Левое крыло наградило Лертова бурными аплодисментами и одобрительными выкриками. Правое крыло не подавало признаков жизни.
– Лертов, я считаю ваше выступление не совсем скромным... Даже неэтичным! – поспешил на выручку своему любимцу Моссадов.
– Зато куда как скромно мучить нас «шедеврами» посредственности! – не замедлил отпарировать Лертов.
– Вы слишком высокого о себе мнения! – крикнул срывающимся голосом Коган, почувствовав поддержку руководителя. Голос его от волнения был сдавлен, а пухлые щёки стали красными, как у нарумяненной модницы средних лет, старающейся удержать с помощью нехитрой косметики уходящую молодость.

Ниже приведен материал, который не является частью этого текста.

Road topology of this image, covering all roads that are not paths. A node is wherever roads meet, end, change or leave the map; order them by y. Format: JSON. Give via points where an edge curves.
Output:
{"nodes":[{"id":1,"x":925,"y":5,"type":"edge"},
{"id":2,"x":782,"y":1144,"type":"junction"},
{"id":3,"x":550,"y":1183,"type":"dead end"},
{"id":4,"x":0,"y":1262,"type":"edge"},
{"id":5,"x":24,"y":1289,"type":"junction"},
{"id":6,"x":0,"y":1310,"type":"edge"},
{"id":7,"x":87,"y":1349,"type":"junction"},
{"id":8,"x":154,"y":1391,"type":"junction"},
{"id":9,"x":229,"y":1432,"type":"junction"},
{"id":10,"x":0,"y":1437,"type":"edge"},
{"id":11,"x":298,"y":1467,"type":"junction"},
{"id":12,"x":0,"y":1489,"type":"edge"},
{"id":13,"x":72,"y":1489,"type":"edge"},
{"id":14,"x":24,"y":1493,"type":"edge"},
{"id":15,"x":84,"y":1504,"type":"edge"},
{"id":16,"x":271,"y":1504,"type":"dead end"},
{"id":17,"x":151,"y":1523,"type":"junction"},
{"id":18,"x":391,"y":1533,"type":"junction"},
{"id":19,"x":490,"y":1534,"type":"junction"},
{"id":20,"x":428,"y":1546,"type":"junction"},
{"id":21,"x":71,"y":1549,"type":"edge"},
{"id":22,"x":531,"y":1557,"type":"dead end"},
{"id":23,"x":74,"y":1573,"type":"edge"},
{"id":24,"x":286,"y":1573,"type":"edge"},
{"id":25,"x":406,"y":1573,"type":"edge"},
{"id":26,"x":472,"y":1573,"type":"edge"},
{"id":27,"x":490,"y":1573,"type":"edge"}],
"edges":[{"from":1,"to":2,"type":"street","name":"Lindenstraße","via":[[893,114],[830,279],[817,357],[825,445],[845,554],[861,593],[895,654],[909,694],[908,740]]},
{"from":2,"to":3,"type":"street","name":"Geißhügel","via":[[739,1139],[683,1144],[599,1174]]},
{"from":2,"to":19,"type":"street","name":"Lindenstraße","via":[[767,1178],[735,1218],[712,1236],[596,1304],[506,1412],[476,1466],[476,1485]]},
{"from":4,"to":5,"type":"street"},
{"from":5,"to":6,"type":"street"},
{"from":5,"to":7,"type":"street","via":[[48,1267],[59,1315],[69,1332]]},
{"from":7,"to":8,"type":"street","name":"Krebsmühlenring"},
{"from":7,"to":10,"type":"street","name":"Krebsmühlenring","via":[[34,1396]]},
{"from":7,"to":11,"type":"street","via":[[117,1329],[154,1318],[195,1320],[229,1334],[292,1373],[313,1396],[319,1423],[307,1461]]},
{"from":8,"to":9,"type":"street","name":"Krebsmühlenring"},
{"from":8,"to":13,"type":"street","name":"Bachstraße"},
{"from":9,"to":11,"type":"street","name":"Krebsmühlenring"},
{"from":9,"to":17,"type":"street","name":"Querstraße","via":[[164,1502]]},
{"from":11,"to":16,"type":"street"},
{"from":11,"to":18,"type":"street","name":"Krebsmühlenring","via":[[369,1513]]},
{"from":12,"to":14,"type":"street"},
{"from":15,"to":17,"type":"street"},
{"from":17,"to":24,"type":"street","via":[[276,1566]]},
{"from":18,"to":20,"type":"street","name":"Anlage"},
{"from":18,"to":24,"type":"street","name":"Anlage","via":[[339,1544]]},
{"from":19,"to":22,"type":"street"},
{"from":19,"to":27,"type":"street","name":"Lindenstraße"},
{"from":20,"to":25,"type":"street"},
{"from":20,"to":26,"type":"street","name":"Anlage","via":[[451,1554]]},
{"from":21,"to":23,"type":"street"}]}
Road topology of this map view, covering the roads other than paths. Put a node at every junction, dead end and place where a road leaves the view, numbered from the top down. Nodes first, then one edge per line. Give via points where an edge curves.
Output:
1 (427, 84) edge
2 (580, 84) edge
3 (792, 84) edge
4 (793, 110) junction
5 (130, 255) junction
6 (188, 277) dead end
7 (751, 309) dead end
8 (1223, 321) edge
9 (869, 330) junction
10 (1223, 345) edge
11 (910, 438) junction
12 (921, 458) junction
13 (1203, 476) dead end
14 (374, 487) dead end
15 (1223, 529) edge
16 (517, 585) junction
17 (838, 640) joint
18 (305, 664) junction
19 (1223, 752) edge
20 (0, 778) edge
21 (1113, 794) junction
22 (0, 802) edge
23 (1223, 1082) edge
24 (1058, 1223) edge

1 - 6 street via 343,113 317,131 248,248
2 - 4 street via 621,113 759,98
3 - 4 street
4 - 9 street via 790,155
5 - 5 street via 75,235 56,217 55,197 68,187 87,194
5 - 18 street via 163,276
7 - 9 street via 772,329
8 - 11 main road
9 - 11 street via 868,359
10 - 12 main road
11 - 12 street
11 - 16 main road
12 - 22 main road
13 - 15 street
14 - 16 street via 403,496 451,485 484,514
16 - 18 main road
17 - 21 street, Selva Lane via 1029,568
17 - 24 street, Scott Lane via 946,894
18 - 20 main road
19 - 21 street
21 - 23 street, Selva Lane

– Всё познаётся в сравнении, – спокойно ответил Лертов.
– Позор Когану и компании! – кричали из левого крыла во главе с Хромовым.
– Нигилисты! Диссиденты! Всё-то вам плохо... Всё-то вам не нравится! – отвечали им из правого крыла.
Аудитория становилась неуправляемой. Моссадов принял самое мудрое в таких случаях решение: объявил перерыв. Все ринулись в коридор и на лестницу. Сигаретный дым поплыл над разгорячёнными  головами поэтов. Лертов негромко, но демонстративно сказал, что он лучше пойдёт на улицу дышать свежим воздухом, чем будет напрасно терять время в зале, где безнаказанно оскорбляют музу. Я хотел пойти вместе с ним, но он грубо меня оттолкнул, сказав: «Оставайся, Лютик! Твоё место рядом с Коганом!»
Признаться, слова Лертова задели меня более чем чувствительно. Особенно оскорбительной показалась мне интонация, с какой они были произнесены. Да ещё этот холодный взгляд, брошенный с такой небрежной мимолётностью, что я сразу почувствовал разделявшую нас пропасть. «Погоди же, Лертов, – шептал я про себя, – не всё тебе смеяться!»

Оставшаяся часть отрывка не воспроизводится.